Copy out each line of the data below in which the string "roads" appears.
Start of Entries provided
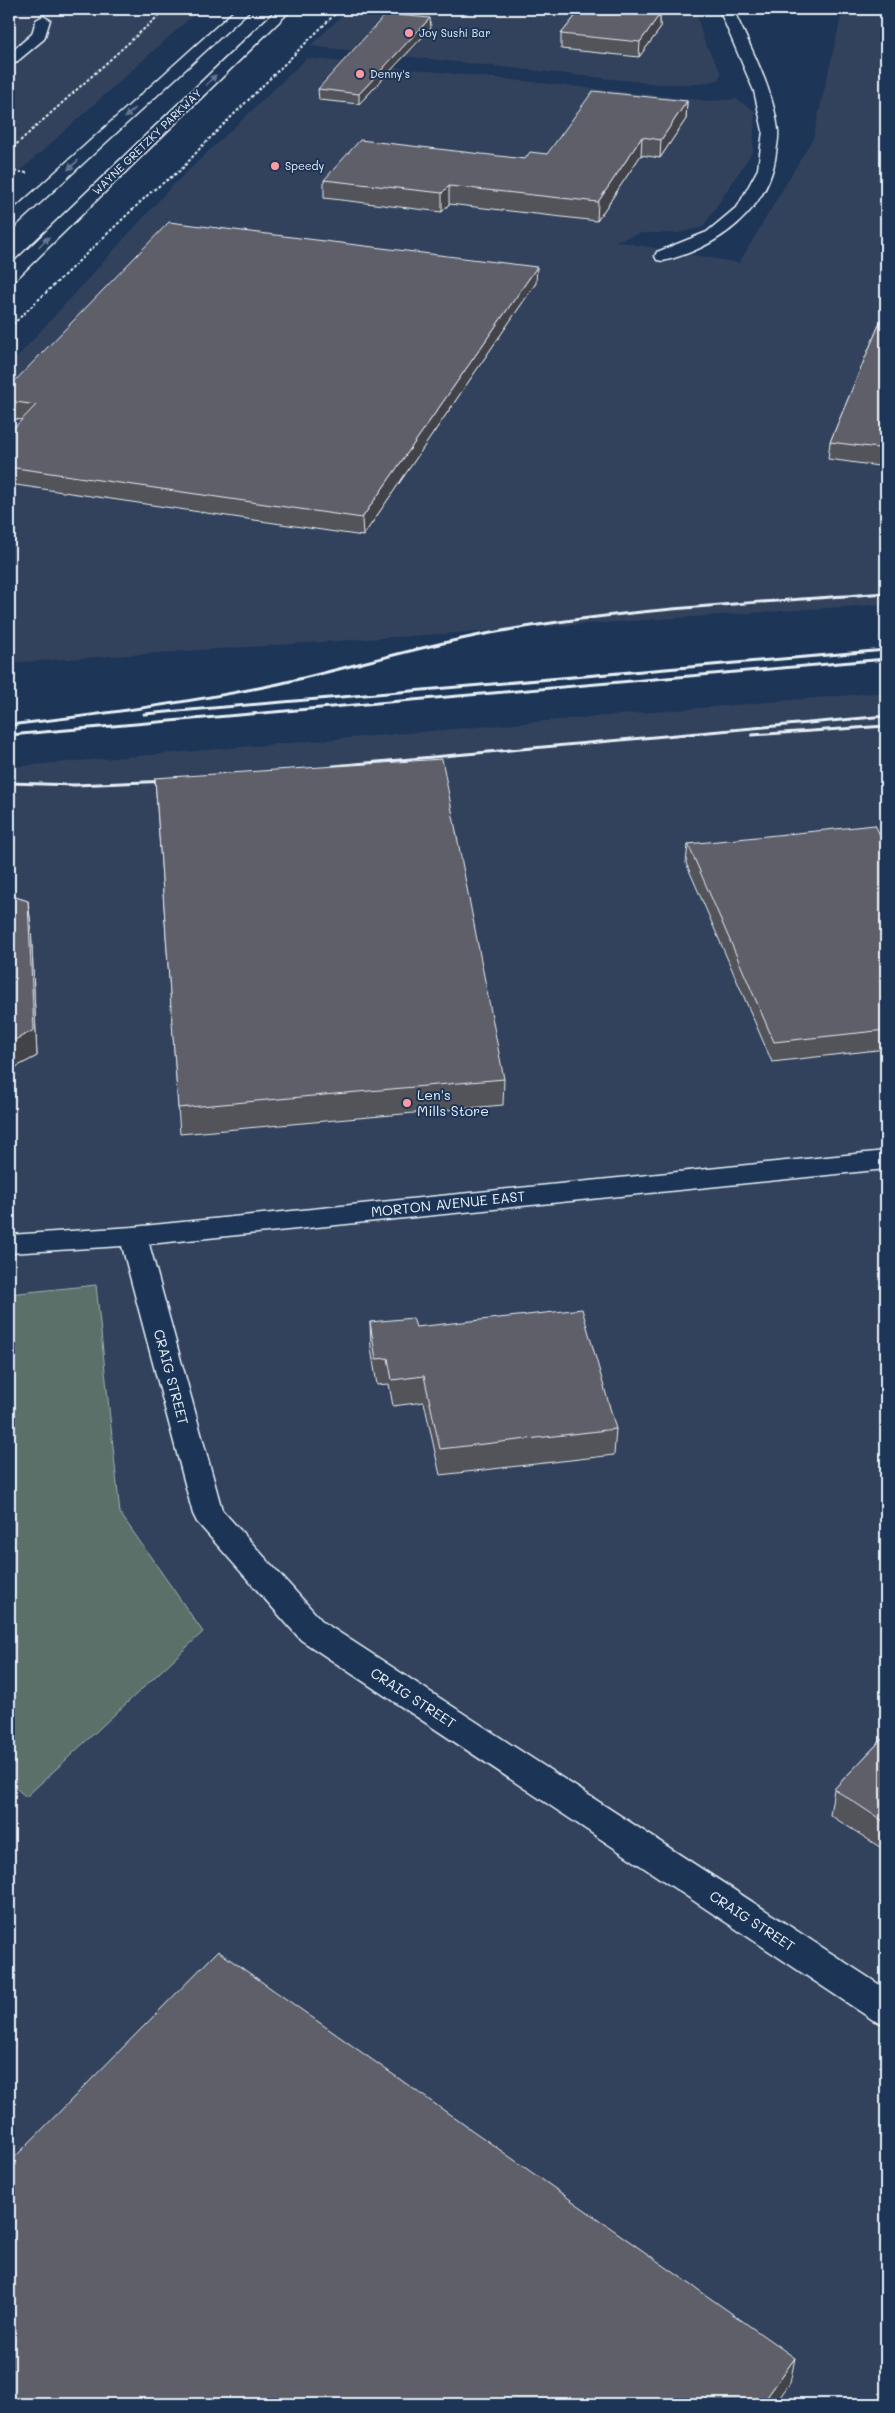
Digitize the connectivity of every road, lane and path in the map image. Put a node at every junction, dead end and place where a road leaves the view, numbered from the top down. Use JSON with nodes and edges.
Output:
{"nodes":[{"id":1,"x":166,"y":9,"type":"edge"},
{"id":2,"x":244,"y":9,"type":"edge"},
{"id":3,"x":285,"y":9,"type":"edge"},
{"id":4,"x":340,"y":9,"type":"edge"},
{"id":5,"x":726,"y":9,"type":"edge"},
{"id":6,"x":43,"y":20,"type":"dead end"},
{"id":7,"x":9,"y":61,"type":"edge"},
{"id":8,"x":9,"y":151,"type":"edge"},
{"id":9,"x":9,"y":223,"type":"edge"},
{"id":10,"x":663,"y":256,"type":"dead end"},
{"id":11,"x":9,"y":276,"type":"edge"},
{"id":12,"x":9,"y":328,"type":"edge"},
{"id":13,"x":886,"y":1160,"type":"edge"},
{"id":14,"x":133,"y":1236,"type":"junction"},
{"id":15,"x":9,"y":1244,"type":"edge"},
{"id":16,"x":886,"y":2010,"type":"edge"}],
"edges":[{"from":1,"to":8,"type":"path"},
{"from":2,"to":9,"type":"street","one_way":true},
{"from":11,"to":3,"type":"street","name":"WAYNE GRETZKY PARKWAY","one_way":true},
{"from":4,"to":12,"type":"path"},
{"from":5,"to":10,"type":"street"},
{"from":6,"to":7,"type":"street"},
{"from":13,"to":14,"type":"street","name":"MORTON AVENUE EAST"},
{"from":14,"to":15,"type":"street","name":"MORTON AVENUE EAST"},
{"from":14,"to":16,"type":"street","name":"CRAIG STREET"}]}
End of Entries provided
Start of Entries provided
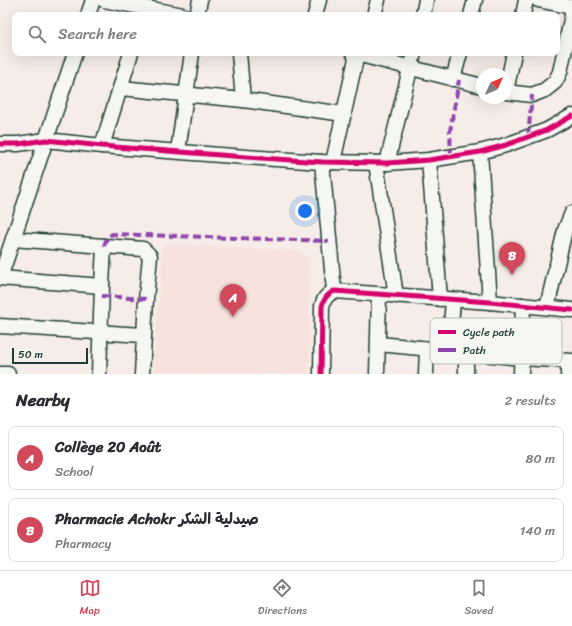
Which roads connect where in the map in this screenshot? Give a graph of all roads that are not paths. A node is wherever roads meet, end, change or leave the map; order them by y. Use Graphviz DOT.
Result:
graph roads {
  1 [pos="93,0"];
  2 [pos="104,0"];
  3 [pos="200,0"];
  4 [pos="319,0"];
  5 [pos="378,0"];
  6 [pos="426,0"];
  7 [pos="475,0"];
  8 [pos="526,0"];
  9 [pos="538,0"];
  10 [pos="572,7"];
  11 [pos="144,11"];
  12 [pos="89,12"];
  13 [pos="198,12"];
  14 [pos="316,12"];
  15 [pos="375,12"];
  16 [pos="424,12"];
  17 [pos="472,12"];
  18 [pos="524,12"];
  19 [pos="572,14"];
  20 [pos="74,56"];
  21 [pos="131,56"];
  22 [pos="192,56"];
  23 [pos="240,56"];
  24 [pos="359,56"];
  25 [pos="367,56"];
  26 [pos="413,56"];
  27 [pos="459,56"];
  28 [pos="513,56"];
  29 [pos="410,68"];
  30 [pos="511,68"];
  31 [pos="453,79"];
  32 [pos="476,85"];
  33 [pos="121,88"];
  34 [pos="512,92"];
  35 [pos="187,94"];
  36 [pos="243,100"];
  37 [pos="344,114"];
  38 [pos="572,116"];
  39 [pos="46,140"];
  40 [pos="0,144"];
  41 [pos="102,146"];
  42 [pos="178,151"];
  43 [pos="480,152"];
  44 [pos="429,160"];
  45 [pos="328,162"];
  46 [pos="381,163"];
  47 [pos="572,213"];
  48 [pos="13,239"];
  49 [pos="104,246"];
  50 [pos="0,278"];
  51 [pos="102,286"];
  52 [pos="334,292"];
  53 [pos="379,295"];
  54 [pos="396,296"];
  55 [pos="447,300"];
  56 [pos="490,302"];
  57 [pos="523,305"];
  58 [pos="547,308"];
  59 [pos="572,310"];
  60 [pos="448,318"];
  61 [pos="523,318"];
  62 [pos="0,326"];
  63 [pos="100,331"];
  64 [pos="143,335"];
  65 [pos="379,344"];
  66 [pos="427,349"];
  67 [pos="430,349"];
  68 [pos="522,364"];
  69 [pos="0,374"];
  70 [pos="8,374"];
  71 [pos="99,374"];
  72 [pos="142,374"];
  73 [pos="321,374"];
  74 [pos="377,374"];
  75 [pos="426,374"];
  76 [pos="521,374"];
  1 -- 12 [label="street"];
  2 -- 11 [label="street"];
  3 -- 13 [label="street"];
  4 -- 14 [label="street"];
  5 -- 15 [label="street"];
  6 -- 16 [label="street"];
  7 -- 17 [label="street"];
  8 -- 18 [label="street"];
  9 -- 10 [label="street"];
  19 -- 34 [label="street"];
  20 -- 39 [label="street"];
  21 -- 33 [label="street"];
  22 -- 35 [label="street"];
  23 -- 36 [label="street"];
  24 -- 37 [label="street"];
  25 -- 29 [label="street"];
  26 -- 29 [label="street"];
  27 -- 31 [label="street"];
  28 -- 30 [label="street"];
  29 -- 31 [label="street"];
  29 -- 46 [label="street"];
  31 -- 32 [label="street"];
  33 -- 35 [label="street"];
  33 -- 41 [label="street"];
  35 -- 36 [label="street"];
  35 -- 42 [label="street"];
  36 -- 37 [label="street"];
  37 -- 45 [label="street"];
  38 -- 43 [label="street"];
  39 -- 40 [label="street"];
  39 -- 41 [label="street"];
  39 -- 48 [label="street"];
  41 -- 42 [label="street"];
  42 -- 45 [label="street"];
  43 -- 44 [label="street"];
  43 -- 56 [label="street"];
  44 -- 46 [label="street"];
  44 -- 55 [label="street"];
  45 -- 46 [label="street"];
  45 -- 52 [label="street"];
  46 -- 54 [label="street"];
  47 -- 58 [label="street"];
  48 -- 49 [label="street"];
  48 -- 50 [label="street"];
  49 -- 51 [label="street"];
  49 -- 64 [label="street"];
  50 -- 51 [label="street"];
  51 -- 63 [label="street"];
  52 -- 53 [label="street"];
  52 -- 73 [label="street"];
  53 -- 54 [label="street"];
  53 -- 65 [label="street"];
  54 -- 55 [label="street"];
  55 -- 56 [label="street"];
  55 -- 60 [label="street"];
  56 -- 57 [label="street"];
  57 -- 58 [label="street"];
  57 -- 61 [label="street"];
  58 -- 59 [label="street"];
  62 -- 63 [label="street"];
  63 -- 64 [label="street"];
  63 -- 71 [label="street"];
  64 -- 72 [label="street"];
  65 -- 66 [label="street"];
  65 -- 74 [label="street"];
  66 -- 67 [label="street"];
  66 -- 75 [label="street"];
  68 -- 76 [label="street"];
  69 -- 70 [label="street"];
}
End of Entries provided
Answer to the problem =
Which roads connect where in the map in this screenshot? Give a graph of all roads that are not paths. A node is wherever roads meet, end, change or leave the map; order them by y. Use Graphviz DOT.
graph roads {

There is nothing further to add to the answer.